Occasionally, Elving says, "the Favorite Son from one Southern or Western or even Midwestern state could bond with others from elsewhere to form a regional bloc and really do some serious bargaining over who would get the nomination."
In 1976, Elving says, Jimmy Carter ran as a regional candidate — with enough national appeal among Democrats to win. In 1984, Walter Mondale was a regional candidate "in that he did better in his home region of the Midwest than elsewhere, while losing all but his home state."
Four years later, Al Gore "was an explicitly Southern candidate who did not contest Iowa and New Hampshire but got enough action going in the South on Super Tuesday to establish himself as a player for the future," Elving says. (Ironically, when Gore did finally get the nomination in 2000, he lost his — and this reporter's — home state of Tennessee.)
In 1992, Bill Clinton relied on regionalism "in the sense that he could contest Southern states like Florida, Georgia, Arkansas and Tennessee," Elving says. "He was never going to win the South overall, but he could cut into the popular and Electoral College margins there."
And in 2004, Elving adds, George W. Bush "won everything in the South and Mountain West, period. But he lost the rest of the country by an Electoral College ratio of 2-to1. How much more regional than that can you get?"
Economy And Electability
This time around, however, there are mitigating circumstances, says Caroline J. Tolbert, professor of American politics at the University of Iowa and co-author of Why Iowa? How Caucuses and Sequential Elections Improve the Presidential Nominating Process. In 2012, the economy is "the overarching issue for voters" in Iowa, New Hampshire and South Carolina.
Lynn Vavreck, a political science professor at the University of California, Los Angeles, agrees with Tolbert. "The state of the nation's economy and the slow recovery make the context across states similar and important," Vavreck says.
The economy is almost always a campaign issue, Vavreck says, but this year it has become a hot-button issue earlier in the game.
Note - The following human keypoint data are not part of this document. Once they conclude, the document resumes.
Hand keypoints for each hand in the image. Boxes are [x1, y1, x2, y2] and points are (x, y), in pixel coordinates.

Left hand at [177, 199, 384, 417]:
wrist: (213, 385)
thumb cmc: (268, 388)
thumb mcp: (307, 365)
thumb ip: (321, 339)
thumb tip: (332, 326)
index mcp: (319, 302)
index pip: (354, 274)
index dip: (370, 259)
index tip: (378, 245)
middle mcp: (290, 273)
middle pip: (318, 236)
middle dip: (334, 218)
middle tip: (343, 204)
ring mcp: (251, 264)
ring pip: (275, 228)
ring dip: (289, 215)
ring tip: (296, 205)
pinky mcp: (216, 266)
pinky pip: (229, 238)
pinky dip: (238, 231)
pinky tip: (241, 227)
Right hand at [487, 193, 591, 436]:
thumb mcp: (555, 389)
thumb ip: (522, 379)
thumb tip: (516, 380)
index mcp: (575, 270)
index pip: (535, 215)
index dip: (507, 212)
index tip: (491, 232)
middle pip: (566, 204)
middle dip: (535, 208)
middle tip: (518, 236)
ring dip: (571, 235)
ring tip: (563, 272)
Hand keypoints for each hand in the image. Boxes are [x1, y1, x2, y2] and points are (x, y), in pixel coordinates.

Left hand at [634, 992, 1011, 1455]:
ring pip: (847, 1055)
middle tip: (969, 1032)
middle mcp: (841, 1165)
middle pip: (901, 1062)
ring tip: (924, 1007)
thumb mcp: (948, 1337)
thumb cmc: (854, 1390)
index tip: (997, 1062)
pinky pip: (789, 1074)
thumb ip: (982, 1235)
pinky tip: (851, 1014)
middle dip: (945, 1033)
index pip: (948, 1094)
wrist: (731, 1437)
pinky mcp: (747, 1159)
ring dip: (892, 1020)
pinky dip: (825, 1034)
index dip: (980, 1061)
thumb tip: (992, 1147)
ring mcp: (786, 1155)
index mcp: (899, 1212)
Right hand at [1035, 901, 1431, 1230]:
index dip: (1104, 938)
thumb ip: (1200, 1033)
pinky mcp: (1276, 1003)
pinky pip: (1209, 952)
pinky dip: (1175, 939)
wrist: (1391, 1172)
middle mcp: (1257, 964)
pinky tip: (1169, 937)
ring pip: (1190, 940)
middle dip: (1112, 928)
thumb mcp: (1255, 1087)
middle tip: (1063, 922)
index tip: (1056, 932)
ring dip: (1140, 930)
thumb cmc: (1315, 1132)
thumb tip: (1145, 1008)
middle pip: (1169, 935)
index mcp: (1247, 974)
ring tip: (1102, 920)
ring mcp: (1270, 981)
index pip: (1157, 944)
The country's slow economic recovery, she says, "has sharpened the focus on the economy during the nominating process."
Another element, electability — that is, the probability of beating President Obama in the general election — "has always been an important consideration to primary voters, and this year I think the differences on this dimension are more clear than in previous years," Vavreck says.
"This has also made Romney a focal candidate. The others in the field this year have more profound weaknesses in terms of electability than did Mike Huckabee or Rudy Giuliani or Fred Thompson, for example, all of whom were popular candidates at this point in the process in 2008," Vavreck continues.
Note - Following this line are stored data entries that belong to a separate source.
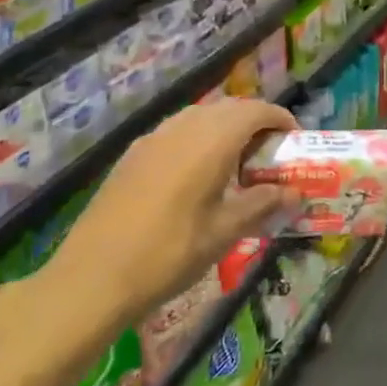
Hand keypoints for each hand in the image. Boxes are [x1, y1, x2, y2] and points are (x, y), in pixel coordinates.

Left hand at [38, 98, 298, 333]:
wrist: (92, 277)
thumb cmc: (168, 253)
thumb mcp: (223, 232)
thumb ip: (261, 204)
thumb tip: (293, 192)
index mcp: (211, 140)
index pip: (256, 111)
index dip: (279, 119)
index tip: (294, 140)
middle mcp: (183, 127)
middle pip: (229, 108)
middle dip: (255, 123)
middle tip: (270, 155)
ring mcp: (154, 138)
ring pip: (200, 117)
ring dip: (225, 130)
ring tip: (237, 166)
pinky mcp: (133, 154)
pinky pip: (176, 132)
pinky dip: (198, 141)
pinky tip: (198, 177)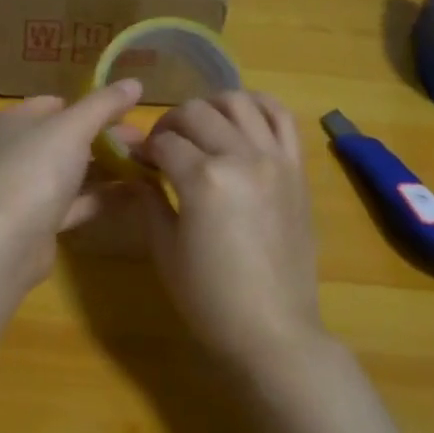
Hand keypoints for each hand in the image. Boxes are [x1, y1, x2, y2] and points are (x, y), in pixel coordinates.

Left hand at [0, 80, 144, 282]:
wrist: (7, 241)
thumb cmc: (36, 170)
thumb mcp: (74, 127)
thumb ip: (105, 104)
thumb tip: (135, 82)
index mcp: (15, 122)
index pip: (56, 104)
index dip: (91, 105)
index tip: (128, 112)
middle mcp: (17, 151)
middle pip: (67, 138)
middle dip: (106, 138)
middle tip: (146, 142)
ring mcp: (27, 188)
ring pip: (73, 172)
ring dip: (108, 168)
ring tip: (148, 165)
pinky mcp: (40, 221)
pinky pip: (76, 202)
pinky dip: (102, 197)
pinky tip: (136, 193)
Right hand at [137, 91, 325, 370]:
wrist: (273, 330)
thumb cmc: (209, 298)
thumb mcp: (165, 250)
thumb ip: (150, 201)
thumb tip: (139, 171)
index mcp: (203, 178)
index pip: (164, 142)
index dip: (144, 147)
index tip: (136, 159)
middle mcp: (241, 156)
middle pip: (196, 113)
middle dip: (170, 124)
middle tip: (162, 147)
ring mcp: (275, 158)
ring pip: (239, 102)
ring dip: (211, 106)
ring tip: (200, 127)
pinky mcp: (297, 168)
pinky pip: (282, 117)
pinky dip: (259, 105)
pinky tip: (241, 117)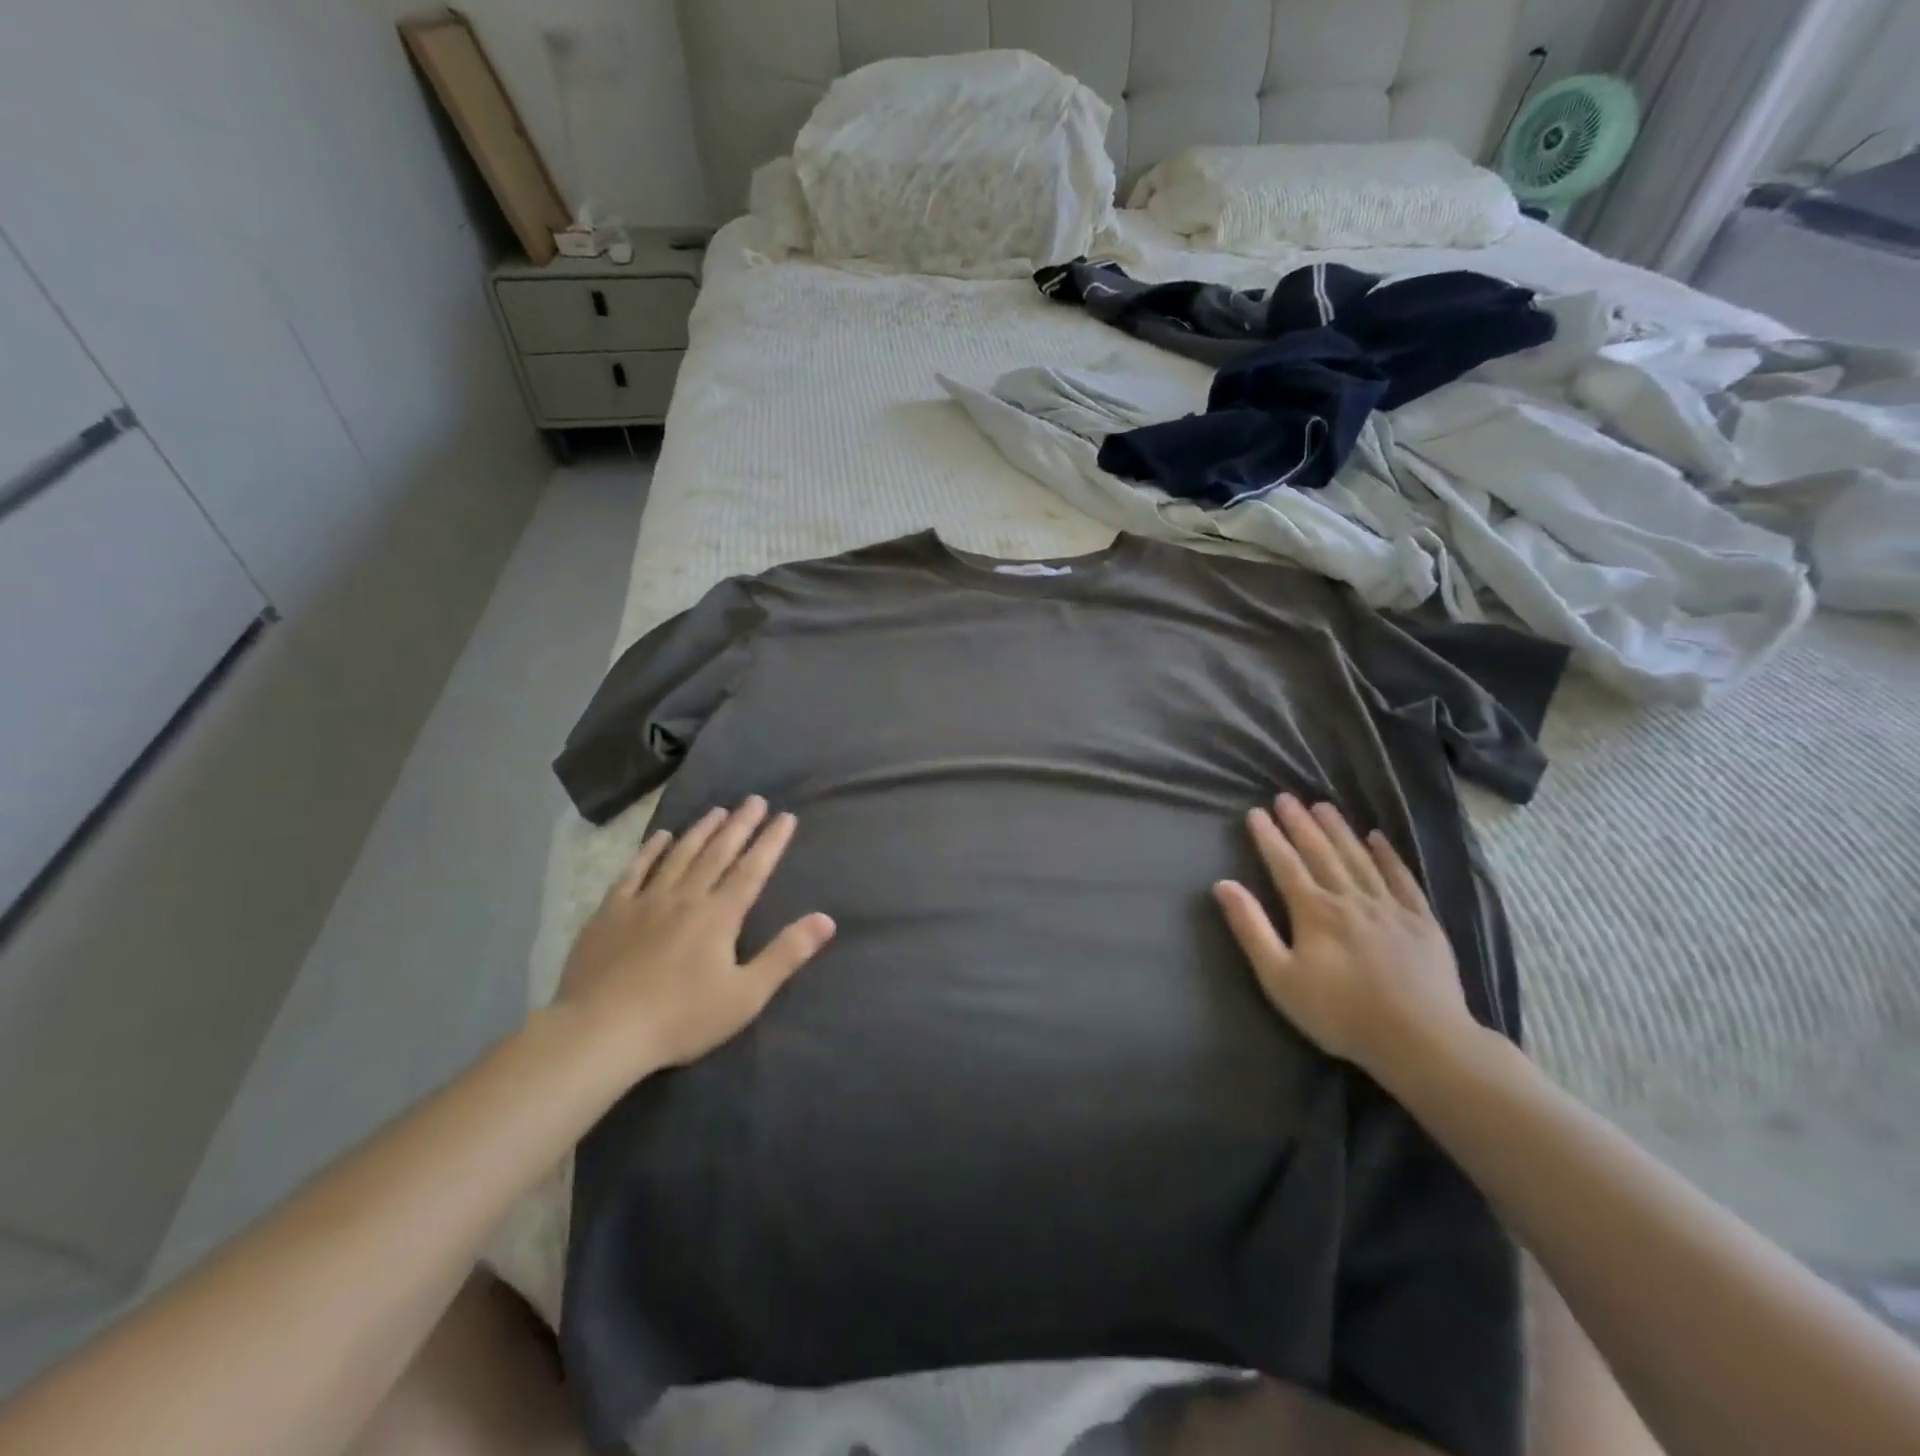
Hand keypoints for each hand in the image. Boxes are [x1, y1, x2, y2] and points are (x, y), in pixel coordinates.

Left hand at [556, 796, 834, 1076]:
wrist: (600, 1033)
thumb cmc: (680, 1018)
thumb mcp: (745, 995)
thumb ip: (786, 954)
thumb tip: (826, 919)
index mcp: (719, 916)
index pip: (752, 870)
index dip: (770, 842)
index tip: (785, 817)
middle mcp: (685, 898)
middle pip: (717, 854)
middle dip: (740, 825)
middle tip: (754, 800)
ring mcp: (644, 902)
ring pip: (678, 856)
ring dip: (701, 831)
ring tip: (717, 810)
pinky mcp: (610, 913)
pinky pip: (633, 872)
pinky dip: (649, 852)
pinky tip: (660, 837)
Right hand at [1213, 794, 1475, 1076]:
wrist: (1422, 1041)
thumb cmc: (1340, 1013)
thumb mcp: (1280, 978)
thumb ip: (1252, 929)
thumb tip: (1223, 885)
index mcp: (1315, 911)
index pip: (1285, 864)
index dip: (1269, 837)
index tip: (1256, 812)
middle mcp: (1350, 898)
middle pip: (1321, 852)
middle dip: (1300, 824)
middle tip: (1286, 797)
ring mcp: (1390, 907)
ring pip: (1359, 858)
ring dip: (1339, 830)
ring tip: (1323, 806)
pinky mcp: (1422, 922)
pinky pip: (1402, 878)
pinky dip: (1388, 856)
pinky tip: (1378, 838)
If Romney does win South Carolina and/or Florida and other primaries in the South, it will be meaningful. Larry M. Bartels, a political science professor at Vanderbilt University, says that "the South has gradually become less politically distinctive over the past 60 years."
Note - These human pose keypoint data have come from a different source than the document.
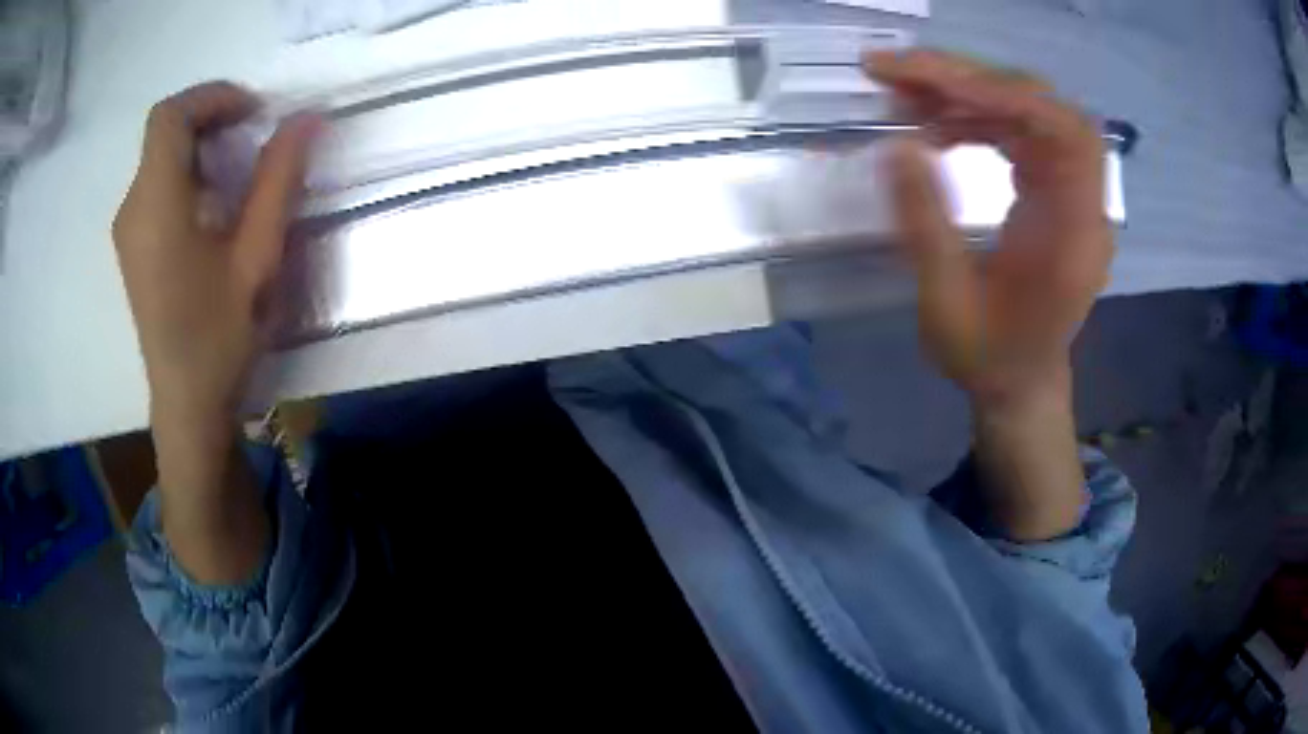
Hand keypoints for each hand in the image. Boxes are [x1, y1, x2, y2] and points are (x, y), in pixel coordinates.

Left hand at [113, 81, 317, 581]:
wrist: (186, 406)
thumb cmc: (218, 338)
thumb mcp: (256, 258)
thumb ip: (278, 181)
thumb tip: (306, 119)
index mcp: (156, 205)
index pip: (171, 115)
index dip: (212, 97)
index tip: (253, 112)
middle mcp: (132, 208)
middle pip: (164, 131)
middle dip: (210, 116)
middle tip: (254, 132)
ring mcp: (128, 229)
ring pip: (159, 156)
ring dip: (200, 144)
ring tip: (238, 167)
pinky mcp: (133, 246)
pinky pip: (155, 184)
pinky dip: (186, 171)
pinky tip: (212, 203)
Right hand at [866, 51, 1111, 539]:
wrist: (1022, 382)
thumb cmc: (989, 359)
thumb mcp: (946, 307)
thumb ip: (926, 227)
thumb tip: (896, 147)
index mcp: (1074, 239)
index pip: (1062, 133)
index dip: (1001, 92)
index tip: (925, 78)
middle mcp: (1083, 205)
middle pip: (1045, 108)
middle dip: (972, 80)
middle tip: (898, 72)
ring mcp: (1070, 193)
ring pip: (1030, 111)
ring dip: (967, 93)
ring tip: (905, 96)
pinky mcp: (1053, 190)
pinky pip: (1020, 131)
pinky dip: (976, 115)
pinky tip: (936, 126)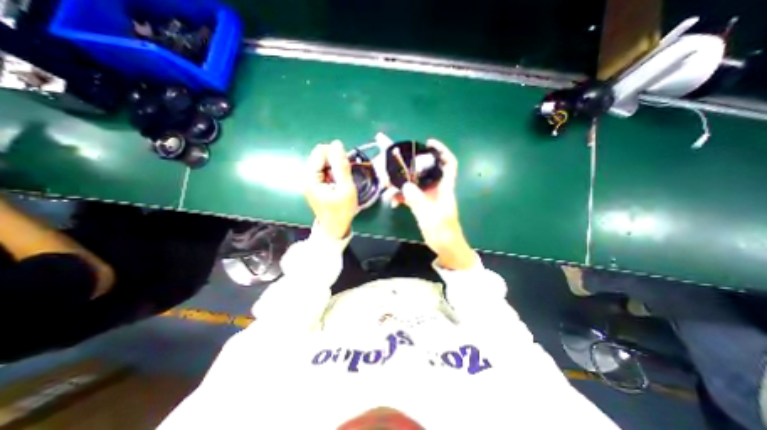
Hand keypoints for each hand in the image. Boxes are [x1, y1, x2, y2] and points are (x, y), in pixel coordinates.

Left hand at [305, 139, 358, 238]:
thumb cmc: (341, 211)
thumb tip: (337, 144)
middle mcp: (307, 177)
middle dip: (335, 161)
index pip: (320, 152)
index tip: (346, 166)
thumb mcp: (346, 189)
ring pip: (323, 163)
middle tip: (345, 175)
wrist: (334, 229)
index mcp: (311, 178)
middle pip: (320, 157)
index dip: (335, 154)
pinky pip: (325, 171)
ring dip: (335, 168)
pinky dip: (334, 173)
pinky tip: (339, 183)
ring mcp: (311, 181)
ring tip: (343, 181)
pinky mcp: (315, 185)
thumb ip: (342, 167)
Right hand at [399, 140, 476, 269]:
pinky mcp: (421, 204)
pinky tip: (392, 202)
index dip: (441, 150)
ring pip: (413, 183)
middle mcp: (436, 188)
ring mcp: (427, 196)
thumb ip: (418, 201)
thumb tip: (404, 186)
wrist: (445, 246)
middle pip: (423, 170)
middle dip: (408, 165)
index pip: (448, 163)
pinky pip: (409, 195)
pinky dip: (400, 196)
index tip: (428, 143)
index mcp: (445, 187)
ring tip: (387, 188)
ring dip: (400, 184)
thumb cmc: (443, 232)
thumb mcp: (430, 216)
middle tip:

But, Bartels adds, specific primary and caucus outcomes are still "quite sensitive to idiosyncratic factors — for example, who else is in the field, who has money and organization, who has 'momentum' based on recent outcomes and media coverage."
If Romney carries the South in the 2012 primary season, according to Bartels, "it will say more about the weakness of the Republican field than about the state of Southern regionalism."